Is it the case that $Inn(G \times H) \cong Inn(G) \times Inn(H)$ where $G,H$ are some groups (not necessarily connected in any way)?

Question

The title basically. I was wondering if the inner automorphism group "distributed" over direct product. My intuition says yes but i am really not sure. My reasoning is that for any $\sigma_{(g,h)} \in Inn(G \times H)$ you can map it to $(\sigma_g,\sigma_h) \in Inn(G)\times Inn(H)$ and that would be an isomorphism.

Thanks in advance

Answer 1

Recall that $\operatorname{Inn}(G)\cong G/Z(G)$, where $Z(G)$ is the center of $G$. By fundamental properties of the center, we have that $Z(G\times H)=Z(G)\times Z(H)$ (see here). Also, by properties of the quotient group, if $N\trianglelefteq G$ and $K\trianglelefteq H$, then $(G\times H)/(N\times K)\cong G/N\times H/K$ (see here). Gathering everything together, we obtain $$\operatorname{Inn}(G\times H)\cong(G\times H)/(Z(G\times H))=(G\times H)/(Z(G)\times Z(H))\cong G/Z(G)\times H/Z(H)\cong\operatorname{Inn}(G)\times \operatorname{Inn}(H),$$ as desired. $\square$

Answer 2

While this follows from standard properties of the center and quotients, it's also easy to argue directly that your suggested map is an isomorphism. A benefit is that the implicit isomorphism becomes entirely explicit.

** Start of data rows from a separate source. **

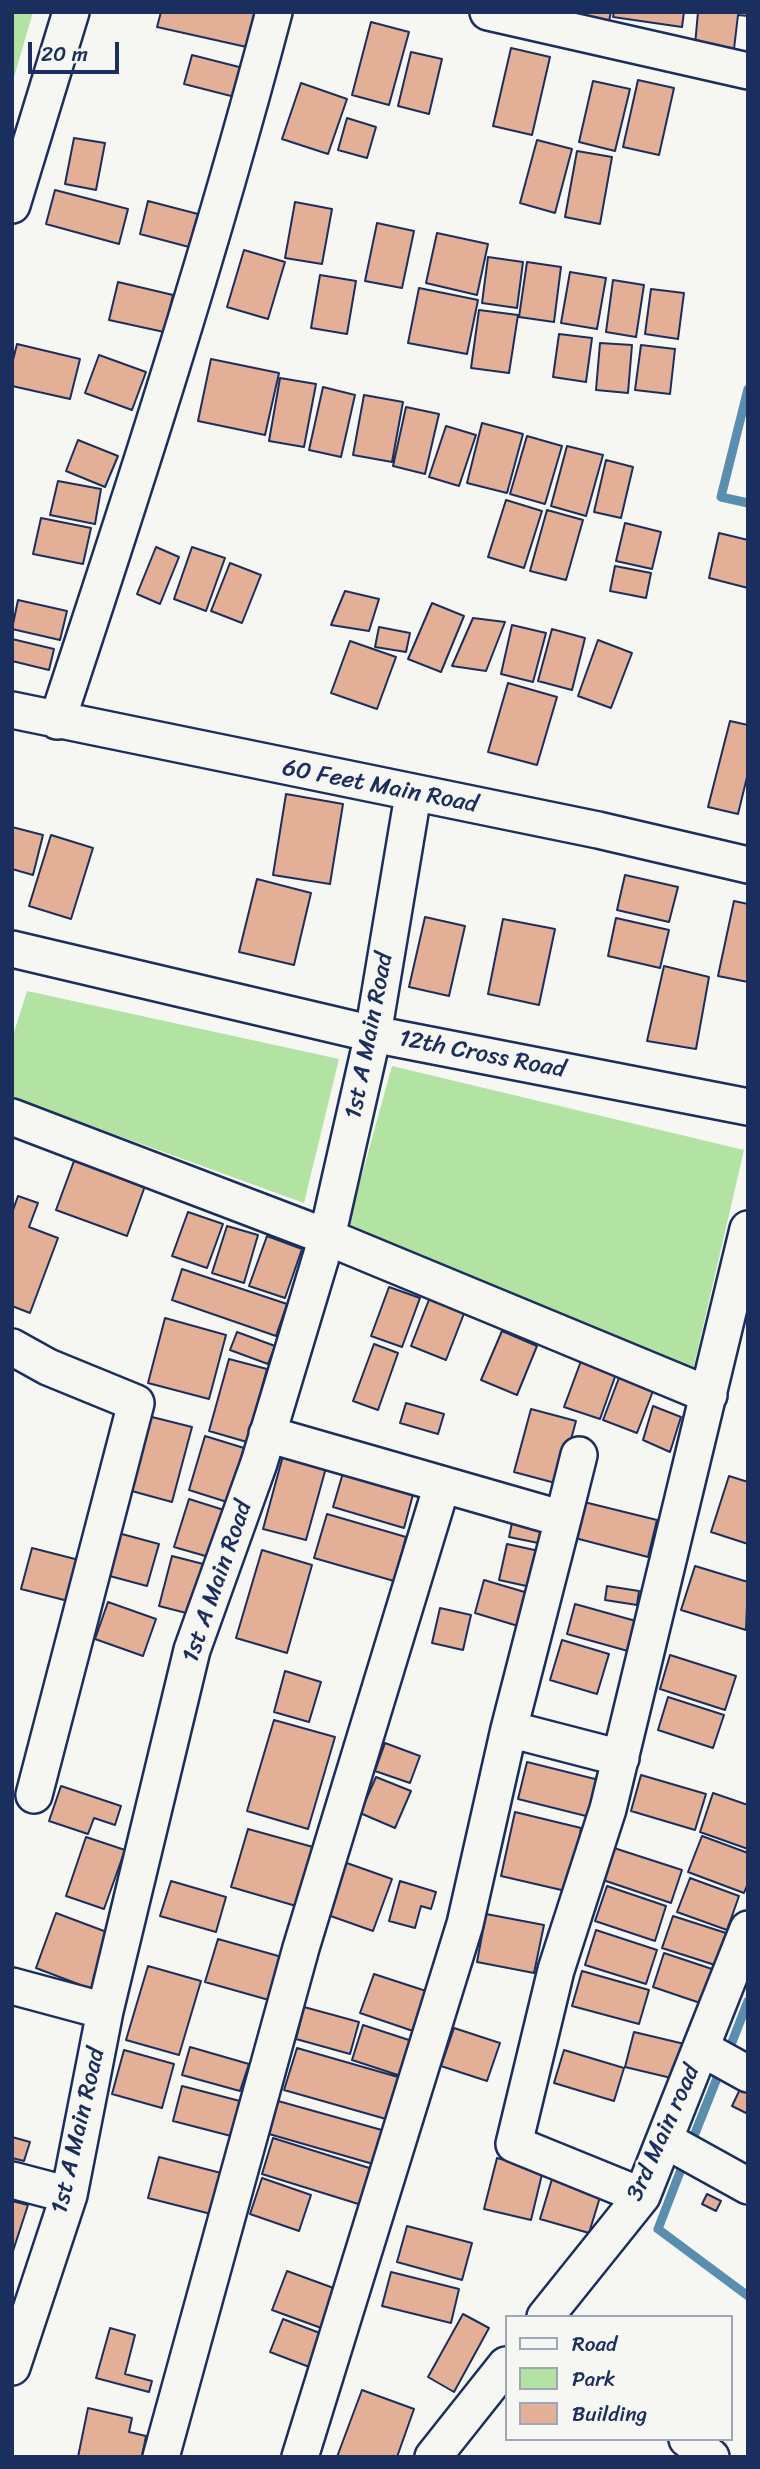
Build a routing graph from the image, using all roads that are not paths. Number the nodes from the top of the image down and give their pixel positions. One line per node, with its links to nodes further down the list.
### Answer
1 (71, 12): 6 (street)
2 (274, 12): 8 (street)
3 (488, 12): 4 (street)
4 (531, 17): 5 (street)
5 (748, 71)
6 (12, 205)
7 (12, 710): 8 (street, 60 Feet Main Road)
8 (57, 721): 9 (street, 60 Feet Main Road)
9 (413, 794): 10 (street, 60 Feet Main Road); 12 (street, 1st A Main Road)
10 (748, 865)
11 (12, 949): 12 (street, 12th Cross Road)
12 (373, 1034): 13 (street, 12th Cross Road); 16 (street, 1st A Main Road)
13 (748, 1107)
14 (12, 1117): 16 (street)
15 (748, 1229): 18 (street)
16 (327, 1237): 18 (street); 19 (street, 1st A Main Road)
17 (12, 1347): 25 (street)
18 (709, 1395): 24 (street)
19 (267, 1434): 21 (street); 28 (street, 1st A Main Road)
20 (579, 1455): 22 (street)
21 (442, 1485): 22 (street); 40 (street)
22 (563, 1519): 23 (street)
23 (509, 1729): 24 (street); 41 (street)
24 (621, 1758): 35 (street)
25 (34, 1795)
26 (748, 1929): 29 (street, 3rd Main road)
27 (12, 1986): 28 (street)
28 (105, 2011): 34 (street, 1st A Main Road)
29 (701, 2048): 30 (street); 31 (street, 3rd Main road)
30 (748, 2074)
31 (665, 2140): 33 (street); 35 (street, 3rd Main road)
32 (12, 2180): 34 (street)
33 (748, 2186)
34 (69, 2195): 37 (street, 1st A Main Road)
35 (642, 2196): 36 (street, 3rd Main road)
36 (547, 2315)
37 (13, 2363)
38 (504, 2368): 42 (street)
39 (690, 2441): 43 (street)
40 (161, 2457)
41 (300, 2457)
42 (433, 2457)
43 (711, 2457)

Via projections: One way to organize the argument is to first verify the following, each of which is simple:

1. $\sigma_{g_1} \circ \sigma_{g_2} = \sigma_{g_1 g_2}$
2. $\sigma_{(g,h)} = \sigma_g \times \sigma_h$
3. $\alpha \times \beta = \alpha' \times \beta'$ iff $\alpha = \alpha', \beta = \beta'$ (when the domains are non-empty)

Your suggested map is $\sigma_{(g, h)} \mapsto (\sigma_g, \sigma_h)$. Verify it's a well-defined bijection as follows: \begin{align*} \sigma_{(g, h)} = \sigma_{(g', h')} &\Leftrightarrow \sigma_g \times \sigma_h = \sigma_{g'} \times \sigma_{h'} \\ &\Leftrightarrow \sigma_g = \sigma_{g'}, \sigma_h = \sigma_{h'} \\ &\Leftrightarrow (\sigma_g, \sigma_h) = (\sigma_{g'}, \sigma_{h'}). \end{align*}

It's also a homomorphism, hence isomorphism: \begin{align*} \sigma_{(g_1, h_1)} \circ \sigma_{(g_2, h_2)} &= \sigma_{(g_1 g_2, h_1 h_2)} \\ &\mapsto (\sigma_{g_1 g_2}, \sigma_{h_1 h_2}) \\ &= (\sigma_{g_1} \circ \sigma_{g_2}, \sigma_{h_1} \circ \sigma_{h_2}) \\ &= (\sigma_{g_1}, \sigma_{h_1}) \circ (\sigma_{g_2}, \sigma_{h_2}). \end{align*}

Via centers: If you don't like products of maps, you can use centers instead:

1. $\sigma_g = \sigma_{g'}$ iff $g^{-1}g' \in Z(G)$
2. $(g, h) \in Z(G \times H)$ iff $g \in Z(G), h \in Z(H)$.

Well-defined bijection: \begin{align*} \sigma_{(g, h)} = \sigma_{(g', h')} &\Leftrightarrow (g, h)(g, h)^{-1} = (gg^{-1}, hh^{-1}) \in Z(G \times H) \\ &\Leftrightarrow gg^{-1} \in Z(G), hh^{-1} \in Z(H) \\ &\Leftrightarrow \sigma_g = \sigma_{g'}, \sigma_h = \sigma_{h'} \\ &\Leftrightarrow (\sigma_g, \sigma_h) = (\sigma_{g'}, \sigma_{h'}). \end{align*}

(The homomorphism verification is the same.)